Hopelessness: They were aware of their insecurity, but still treated it as an immutable trait—“This is just who I am.”
Fear of rocking the boat: Life wasn’t on fire, but risk-aversion prevented commitment—“What if this work decreases my productivity? What if it disrupts my relationships? What if it reduces my free time??”
Lacking scaffolding: They thought they could perform mental surgery on themselves lol.
While readiness bottlenecks were present, they weren’t ready for unlearning and they weren’t ready to become secure.
Unlearning
Eventually, they were ready. A few of the common bottlenecks to unlearning insecurity:
Emotional blindness: When asked how they feel, they went blank or intellectualized.
Self-rejection: Deep shame and self-doubt created an interlocking system that derailed unlearning without them knowing.
Triggers: They easily feel deep self-love, but specific situations still trigger insecurities.
Finally, as these clients released more insecurities, they experienced vanishingly fewer moments of suffering. The rest of the time, they feel a grounded calm (secure).
Order matters
Hearing about my clients’ unsuccessful past attempts has not only supported the bottlenecks hypothesis, but revealed consequences of targeting them out of order: They had attempted deep unlearning before readiness bottlenecks were handled? Their temporary growth was followed by flaky breakthroughs! Worked on triggers while self-rejection was present? New triggers and a brand new shame loop! Or maybe they trained emotional awareness before they were ready to make big changes to their life and mind? They got to feel their existing suffering even more intensely! Overwhelm, increased self-rejection, and learned helplessness were also common.
Put another way, many had been throwing spaghetti at the wall for years: “TRE? Psychedelics?? A meditation retreat??…” This was the opposite of strategically identifying and targeting their current bottleneck. Some of their random experimentation got lucky, but on the whole their search algorithm was suboptimal. Their previous reliance on random experimentation demonstrated poor scaffolding.

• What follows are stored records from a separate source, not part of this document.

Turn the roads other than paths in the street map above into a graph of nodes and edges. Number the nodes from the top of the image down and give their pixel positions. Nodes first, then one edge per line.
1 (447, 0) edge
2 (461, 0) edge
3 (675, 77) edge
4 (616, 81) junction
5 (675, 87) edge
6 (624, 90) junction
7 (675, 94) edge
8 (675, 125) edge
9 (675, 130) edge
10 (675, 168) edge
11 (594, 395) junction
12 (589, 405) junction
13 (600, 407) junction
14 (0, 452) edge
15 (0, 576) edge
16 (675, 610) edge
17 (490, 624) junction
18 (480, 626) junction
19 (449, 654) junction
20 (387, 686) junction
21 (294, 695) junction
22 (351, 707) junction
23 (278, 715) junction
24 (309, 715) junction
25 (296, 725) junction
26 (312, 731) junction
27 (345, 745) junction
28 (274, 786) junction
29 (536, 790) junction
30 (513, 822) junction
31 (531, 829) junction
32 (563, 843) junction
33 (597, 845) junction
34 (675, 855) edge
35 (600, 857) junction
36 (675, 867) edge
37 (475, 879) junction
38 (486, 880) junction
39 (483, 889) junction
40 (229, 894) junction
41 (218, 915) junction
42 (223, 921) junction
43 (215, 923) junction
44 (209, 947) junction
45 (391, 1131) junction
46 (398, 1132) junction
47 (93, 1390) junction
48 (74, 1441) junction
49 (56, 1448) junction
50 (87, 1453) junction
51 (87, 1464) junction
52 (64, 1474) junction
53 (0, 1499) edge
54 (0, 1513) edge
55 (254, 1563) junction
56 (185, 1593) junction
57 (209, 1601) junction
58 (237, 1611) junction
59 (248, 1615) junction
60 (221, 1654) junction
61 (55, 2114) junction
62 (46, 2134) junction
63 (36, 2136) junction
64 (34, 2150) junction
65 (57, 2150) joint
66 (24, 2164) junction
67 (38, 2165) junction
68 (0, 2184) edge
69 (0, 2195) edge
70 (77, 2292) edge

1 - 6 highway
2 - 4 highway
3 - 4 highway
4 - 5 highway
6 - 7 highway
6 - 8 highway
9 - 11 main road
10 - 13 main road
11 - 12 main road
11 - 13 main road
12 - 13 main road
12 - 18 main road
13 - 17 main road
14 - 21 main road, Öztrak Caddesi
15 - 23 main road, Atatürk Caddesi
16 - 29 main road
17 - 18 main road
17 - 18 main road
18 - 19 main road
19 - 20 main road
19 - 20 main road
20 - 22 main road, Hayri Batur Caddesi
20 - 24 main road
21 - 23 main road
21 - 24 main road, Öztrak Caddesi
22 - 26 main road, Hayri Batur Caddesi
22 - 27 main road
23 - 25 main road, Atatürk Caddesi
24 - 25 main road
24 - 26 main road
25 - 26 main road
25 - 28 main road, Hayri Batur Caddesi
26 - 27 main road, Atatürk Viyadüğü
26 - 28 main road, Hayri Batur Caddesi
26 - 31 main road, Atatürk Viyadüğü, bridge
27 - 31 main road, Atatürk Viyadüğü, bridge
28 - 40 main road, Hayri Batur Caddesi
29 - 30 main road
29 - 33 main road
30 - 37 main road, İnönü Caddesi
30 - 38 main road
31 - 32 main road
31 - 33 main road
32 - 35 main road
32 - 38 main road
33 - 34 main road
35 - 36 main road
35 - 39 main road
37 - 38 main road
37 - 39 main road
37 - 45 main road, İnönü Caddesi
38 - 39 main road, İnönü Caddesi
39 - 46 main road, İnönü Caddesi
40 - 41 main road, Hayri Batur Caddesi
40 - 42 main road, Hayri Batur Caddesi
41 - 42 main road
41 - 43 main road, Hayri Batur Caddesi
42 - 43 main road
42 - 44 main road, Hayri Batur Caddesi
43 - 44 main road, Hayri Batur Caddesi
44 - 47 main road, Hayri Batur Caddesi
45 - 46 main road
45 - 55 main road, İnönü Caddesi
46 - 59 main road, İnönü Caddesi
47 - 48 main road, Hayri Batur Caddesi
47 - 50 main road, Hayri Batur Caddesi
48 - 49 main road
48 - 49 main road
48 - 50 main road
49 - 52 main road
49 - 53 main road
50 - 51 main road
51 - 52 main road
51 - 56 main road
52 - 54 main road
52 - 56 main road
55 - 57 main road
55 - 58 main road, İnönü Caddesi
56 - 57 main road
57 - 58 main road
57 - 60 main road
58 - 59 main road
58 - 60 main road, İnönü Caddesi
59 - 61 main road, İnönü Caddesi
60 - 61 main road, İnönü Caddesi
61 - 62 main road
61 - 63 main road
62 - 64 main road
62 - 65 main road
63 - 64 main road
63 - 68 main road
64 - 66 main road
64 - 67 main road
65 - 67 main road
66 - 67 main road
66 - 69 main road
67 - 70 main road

On the other hand, when bottlenecks are targeted in order, progress is fast.





Some resonances here with Prochaska’s (much broader-in-scope) “stages of change” model, in case you haven’t come across it: https://en.m.wikipedia.org/wiki/Transtheoretical_model
As with many of your insights, I really like the project of trying to identify and conceptualize sequential bottlenecks, even if the specific sequence you’ve identified strikes me as too idiosyncratic to generalize widely :)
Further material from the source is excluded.